→ Work required: Each entry must appear in the answer exactly as written.
** Supplied material follows **
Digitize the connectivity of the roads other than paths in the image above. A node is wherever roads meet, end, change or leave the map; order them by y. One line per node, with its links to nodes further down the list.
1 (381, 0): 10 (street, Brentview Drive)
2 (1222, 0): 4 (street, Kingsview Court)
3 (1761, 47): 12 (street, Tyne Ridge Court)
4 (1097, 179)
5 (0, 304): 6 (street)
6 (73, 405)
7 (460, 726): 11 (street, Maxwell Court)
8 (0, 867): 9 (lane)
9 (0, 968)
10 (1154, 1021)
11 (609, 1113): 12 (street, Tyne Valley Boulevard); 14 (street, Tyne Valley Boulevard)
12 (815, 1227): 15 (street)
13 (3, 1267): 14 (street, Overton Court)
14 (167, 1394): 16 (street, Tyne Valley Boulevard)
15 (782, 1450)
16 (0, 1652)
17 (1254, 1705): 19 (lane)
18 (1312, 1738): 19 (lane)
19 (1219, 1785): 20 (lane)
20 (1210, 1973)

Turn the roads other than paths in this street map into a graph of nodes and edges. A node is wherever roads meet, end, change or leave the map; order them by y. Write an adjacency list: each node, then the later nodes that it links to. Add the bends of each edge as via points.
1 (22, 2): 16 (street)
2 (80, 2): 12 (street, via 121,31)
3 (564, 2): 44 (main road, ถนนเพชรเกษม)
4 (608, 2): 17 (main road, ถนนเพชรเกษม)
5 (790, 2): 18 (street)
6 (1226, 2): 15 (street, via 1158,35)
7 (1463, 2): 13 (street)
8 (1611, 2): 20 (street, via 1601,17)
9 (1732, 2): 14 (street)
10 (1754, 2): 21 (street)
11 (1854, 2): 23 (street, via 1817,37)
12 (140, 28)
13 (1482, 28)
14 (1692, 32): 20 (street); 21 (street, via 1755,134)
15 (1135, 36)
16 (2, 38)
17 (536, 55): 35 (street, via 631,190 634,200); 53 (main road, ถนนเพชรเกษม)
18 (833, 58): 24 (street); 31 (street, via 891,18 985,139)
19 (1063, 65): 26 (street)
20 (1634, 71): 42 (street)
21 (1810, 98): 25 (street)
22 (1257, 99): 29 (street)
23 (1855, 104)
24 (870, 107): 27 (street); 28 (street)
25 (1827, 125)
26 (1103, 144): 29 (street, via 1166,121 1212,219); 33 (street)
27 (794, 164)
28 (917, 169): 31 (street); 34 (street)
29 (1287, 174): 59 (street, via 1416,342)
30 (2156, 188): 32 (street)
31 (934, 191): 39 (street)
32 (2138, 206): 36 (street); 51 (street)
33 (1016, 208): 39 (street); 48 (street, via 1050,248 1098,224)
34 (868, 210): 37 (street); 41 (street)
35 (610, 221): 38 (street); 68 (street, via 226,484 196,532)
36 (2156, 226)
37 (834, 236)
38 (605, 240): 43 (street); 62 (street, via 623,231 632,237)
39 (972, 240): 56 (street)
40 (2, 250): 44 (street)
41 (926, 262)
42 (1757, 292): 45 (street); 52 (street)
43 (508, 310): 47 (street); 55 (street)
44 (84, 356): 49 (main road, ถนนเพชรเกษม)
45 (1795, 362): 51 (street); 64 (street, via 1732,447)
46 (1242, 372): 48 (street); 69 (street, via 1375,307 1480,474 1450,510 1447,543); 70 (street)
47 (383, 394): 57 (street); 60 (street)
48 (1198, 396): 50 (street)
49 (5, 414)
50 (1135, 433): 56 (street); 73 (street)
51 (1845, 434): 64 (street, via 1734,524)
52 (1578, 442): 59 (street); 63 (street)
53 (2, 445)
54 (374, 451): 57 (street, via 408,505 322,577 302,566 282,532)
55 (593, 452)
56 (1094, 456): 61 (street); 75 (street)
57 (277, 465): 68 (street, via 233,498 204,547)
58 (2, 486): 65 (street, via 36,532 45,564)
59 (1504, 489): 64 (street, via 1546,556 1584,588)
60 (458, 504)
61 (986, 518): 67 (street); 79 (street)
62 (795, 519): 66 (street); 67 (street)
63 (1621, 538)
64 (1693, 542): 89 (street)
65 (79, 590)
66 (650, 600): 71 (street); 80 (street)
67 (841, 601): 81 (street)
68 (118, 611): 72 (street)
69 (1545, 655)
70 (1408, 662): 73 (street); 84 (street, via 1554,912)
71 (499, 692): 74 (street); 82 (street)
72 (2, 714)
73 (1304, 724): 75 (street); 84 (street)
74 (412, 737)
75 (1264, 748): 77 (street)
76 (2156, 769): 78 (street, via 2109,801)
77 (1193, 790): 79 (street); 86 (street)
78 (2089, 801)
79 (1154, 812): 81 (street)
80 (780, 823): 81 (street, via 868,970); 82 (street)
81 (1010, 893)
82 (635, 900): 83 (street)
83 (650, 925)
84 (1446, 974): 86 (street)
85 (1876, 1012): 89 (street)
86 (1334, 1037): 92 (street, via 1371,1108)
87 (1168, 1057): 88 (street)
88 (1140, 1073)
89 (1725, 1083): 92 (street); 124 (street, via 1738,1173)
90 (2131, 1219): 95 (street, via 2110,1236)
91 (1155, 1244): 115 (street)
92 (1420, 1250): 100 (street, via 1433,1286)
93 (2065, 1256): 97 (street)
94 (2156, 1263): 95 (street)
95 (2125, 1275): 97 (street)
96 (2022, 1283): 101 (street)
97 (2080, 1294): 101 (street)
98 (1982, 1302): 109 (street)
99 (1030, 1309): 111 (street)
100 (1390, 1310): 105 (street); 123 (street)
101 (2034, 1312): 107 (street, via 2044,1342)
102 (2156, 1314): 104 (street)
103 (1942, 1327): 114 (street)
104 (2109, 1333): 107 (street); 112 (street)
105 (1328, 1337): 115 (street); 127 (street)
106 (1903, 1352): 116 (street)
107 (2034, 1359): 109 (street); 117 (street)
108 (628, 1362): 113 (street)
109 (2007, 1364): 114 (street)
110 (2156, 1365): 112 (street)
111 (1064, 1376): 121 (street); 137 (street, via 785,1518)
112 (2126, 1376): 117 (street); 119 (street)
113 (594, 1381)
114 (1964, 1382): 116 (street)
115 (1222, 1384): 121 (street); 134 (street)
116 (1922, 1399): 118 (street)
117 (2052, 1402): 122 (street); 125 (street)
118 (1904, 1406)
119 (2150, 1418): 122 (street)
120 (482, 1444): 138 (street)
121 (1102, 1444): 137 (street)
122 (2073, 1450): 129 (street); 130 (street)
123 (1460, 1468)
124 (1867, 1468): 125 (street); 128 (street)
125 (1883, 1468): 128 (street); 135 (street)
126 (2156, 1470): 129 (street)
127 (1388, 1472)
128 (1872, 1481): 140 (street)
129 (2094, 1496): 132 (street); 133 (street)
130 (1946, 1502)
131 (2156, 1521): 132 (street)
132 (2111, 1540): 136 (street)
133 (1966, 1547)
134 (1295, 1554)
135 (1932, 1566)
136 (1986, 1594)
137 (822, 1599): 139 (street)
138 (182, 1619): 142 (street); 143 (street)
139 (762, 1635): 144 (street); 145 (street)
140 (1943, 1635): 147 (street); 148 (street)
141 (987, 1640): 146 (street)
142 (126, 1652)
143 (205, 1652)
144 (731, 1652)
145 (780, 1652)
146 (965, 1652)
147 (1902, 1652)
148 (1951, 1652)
** End of Supplied material **
→ Response area:
Digitize the connectivity of the roads other than paths in the image above. A node is wherever roads meet, end, change or leave the map; order them by y. One line per node, with its links to nodes further down the list.
1 (381, 0): 10 (street, Brentview Drive)
2 (1222, 0): 4 (street, Kingsview Court)
3 (1761, 47): 12 (street, Tyne Ridge Court)
4 (1097, 179)
5 (0, 304): 6 (street)
6 (73, 405)
7 (460, 726): 11 (street, Maxwell Court)
8 (0, 867): 9 (lane)
9 (0, 968)
10 (1154, 1021)
11 (609, 1113): 12 (street, Tyne Valley Boulevard); 14 (street, Tyne Valley Boulevard)
12 (815, 1227): 15 (street)
13 (3, 1267): 14 (street, Overton Court)
14 (167, 1394): 16 (street, Tyne Valley Boulevard)
15 (782, 1450)
16 (0, 1652)
17 (1254, 1705): 19 (lane)
18 (1312, 1738): 19 (lane)
19 (1219, 1785): 20 (lane)
20 (1210, 1973)

Turn the roads other than paths in this street map into a graph of nodes and edges. A node is wherever roads meet, end, change or leave the map; order them by y. Write an adjacency list: each node, then the later nodes that it links to. Add the bends of each edge as via points.
1 (22, 2): 16 (street)
2 (80, 2): 12 (street, via 121,31)
3 (564, 2): 44 (main road, ถนนเพชรเกษม)
4 (608, 2): 17 (main road, ถนนเพชรเกษม)
5 (790, 2): 18 (street)
6 (1226, 2): 15 (street, via 1158,35)
7 (1463, 2): 13 (street)
8 (1611, 2): 20 (street, via 1601,17)
9 (1732, 2): 14 (street)
10 (1754, 2): 21 (street)
11 (1854, 2): 23 (street, via 1817,37)
12 (140, 28)
13 (1482, 28)
14 (1692, 32): 20 (street); 21 (street, via 1755,134)
15 (1135, 36)
16 (2, 38)
17 (536, 55): 35 (street, via 631,190 634,200); 53 (main road, ถนนเพชรเกษม)
18 (833, 58): 24 (street); 31 (street, via 891,18 985,139)
19 (1063, 65): 26 (street)
20 (1634, 71): 42 (street)
21 (1810, 98): 25 (street)
22 (1257, 99): 29 (street)
23 (1855, 104)
24 (870, 107): 27 (street); 28 (street)
25 (1827, 125)
26 (1103, 144): 29 (street, via 1166,121 1212,219); 33 (street)
27 (794, 164)
28 (917, 169): 31 (street); 34 (street)
29 (1287, 174): 59 (street, via 1416,342)
30 (2156, 188): 32 (street)
31 (934, 191): 39 (street)
32 (2138, 206): 36 (street); 51 (street)
33 (1016, 208): 39 (street); 48 (street, via 1050,248 1098,224)
34 (868, 210): 37 (street); 41 (street)
35 (610, 221): 38 (street); 68 (street, via 226,484 196,532)
36 (2156, 226)
37 (834, 236)
38 (605, 240): 43 (street); 62 (street, via 623,231 632,237)
39 (972, 240): 56 (street)
40 (2, 250): 44 (street)
41 (926, 262)
42 (1757, 292): 45 (street); 52 (street)
43 (508, 310): 47 (street); 55 (street)
44 (84, 356): 49 (main road, ถนนเพชรเกษม)
45 (1795, 362): 51 (street); 64 (street, via 1732,447)
46 (1242, 372): 48 (street); 69 (street, via 1375,307 1480,474 1450,510 1447,543); 70 (street)
47 (383, 394): 57 (street); 60 (street)
48 (1198, 396): 50 (street)
49 (5, 414)
50 (1135, 433): 56 (street); 73 (street)
51 (1845, 434): 64 (street, via 1734,524)
52 (1578, 442): 59 (street); 63 (street)
53 (2, 445)
54 (374, 451): 57 (street, via 408,505 322,577 302,566 282,532)
55 (593, 452)
56 (1094, 456): 61 (street); 75 (street)
57 (277, 465): 68 (street, via 233,498 204,547)
58 (2, 486): 65 (street, via 36,532 45,564)
59 (1504, 489): 64 (street, via 1546,556 1584,588)
60 (458, 504)
61 (986, 518): 67 (street); 79 (street)
62 (795, 519): 66 (street); 67 (street)
63 (1621, 538)
64 (1693, 542): 89 (street)
65 (79, 590)
66 (650, 600): 71 (street); 80 (street)
67 (841, 601): 81 (street)
68 (118, 611): 72 (street)
69 (1545, 655)
70 (1408, 662): 73 (street); 84 (street, via 1554,912)
71 (499, 692): 74 (street); 82 (street)
72 (2, 714)
73 (1304, 724): 75 (street); 84 (street)
74 (412, 737)
75 (1264, 748): 77 (street)
76 (2156, 769): 78 (street, via 2109,801)
77 (1193, 790): 79 (street); 86 (street)
78 (2089, 801)
79 (1154, 812): 81 (street)
80 (780, 823): 81 (street, via 868,970); 82 (street)
81 (1010, 893)
82 (635, 900): 83 (street)
83 (650, 925)
84 (1446, 974): 86 (street)
85 (1876, 1012): 89 (street)
86 (1334, 1037): 92 (street, via 1371,1108)
87 (1168, 1057): 88 (street)
88 (1140, 1073)
89 (1725, 1083): 92 (street); 124 (street, via 1738,1173)
90 (2131, 1219): 95 (street, via 2110,1236)
91 (1155, 1244): 115 (street)
92 (1420, 1250): 100 (street, via 1433,1286)
93 (2065, 1256): 97 (street)
94 (2156, 1263): 95 (street)
95 (2125, 1275): 97 (street)
96 (2022, 1283): 101 (street)
97 (2080, 1294): 101 (street)
98 (1982, 1302): 109 (street)
99 (1030, 1309): 111 (street)
100 (1390, 1310): 105 (street); 123 (street)
101 (2034, 1312): 107 (street, via 2044,1342)
102 (2156, 1314): 104 (street)
103 (1942, 1327): 114 (street)
104 (2109, 1333): 107 (street); 112 (street)
105 (1328, 1337): 115 (street); 127 (street)
106 (1903, 1352): 116 (street)
107 (2034, 1359): 109 (street); 117 (street)
108 (628, 1362): 113 (street)
109 (2007, 1364): 114 (street)
110 (2156, 1365): 112 (street)
111 (1064, 1376): 121 (street); 137 (street, via 785,1518)
112 (2126, 1376): 117 (street); 119 (street)
113 (594, 1381)
114 (1964, 1382): 116 (street)
115 (1222, 1384): 121 (street); 134 (street)
116 (1922, 1399): 118 (street)
117 (2052, 1402): 122 (street); 125 (street)
118 (1904, 1406)
119 (2150, 1418): 122 (street)
120 (482, 1444): 138 (street)
121 (1102, 1444): 137 (street)
122 (2073, 1450): 129 (street); 130 (street)
123 (1460, 1468)
124 (1867, 1468): 125 (street); 128 (street)
125 (1883, 1468): 128 (street); 135 (street)
126 (2156, 1470): 129 (street)
127 (1388, 1472)
128 (1872, 1481): 140 (street)
129 (2094, 1496): 132 (street); 133 (street)
130 (1946, 1502)
131 (2156, 1521): 132 (street)
132 (2111, 1540): 136 (street)
133 (1966, 1547)
134 (1295, 1554)
135 (1932, 1566)
136 (1986, 1594)
137 (822, 1599): 139 (street)
138 (182, 1619): 142 (street); 143 (street)
139 (762, 1635): 144 (street); 145 (street)
140 (1943, 1635): 147 (street); 148 (street)
141 (987, 1640): 146 (street)
142 (126, 1652)
143 (205, 1652)
144 (731, 1652)
145 (780, 1652)
146 (965, 1652)
147 (1902, 1652)
148 (1951, 1652)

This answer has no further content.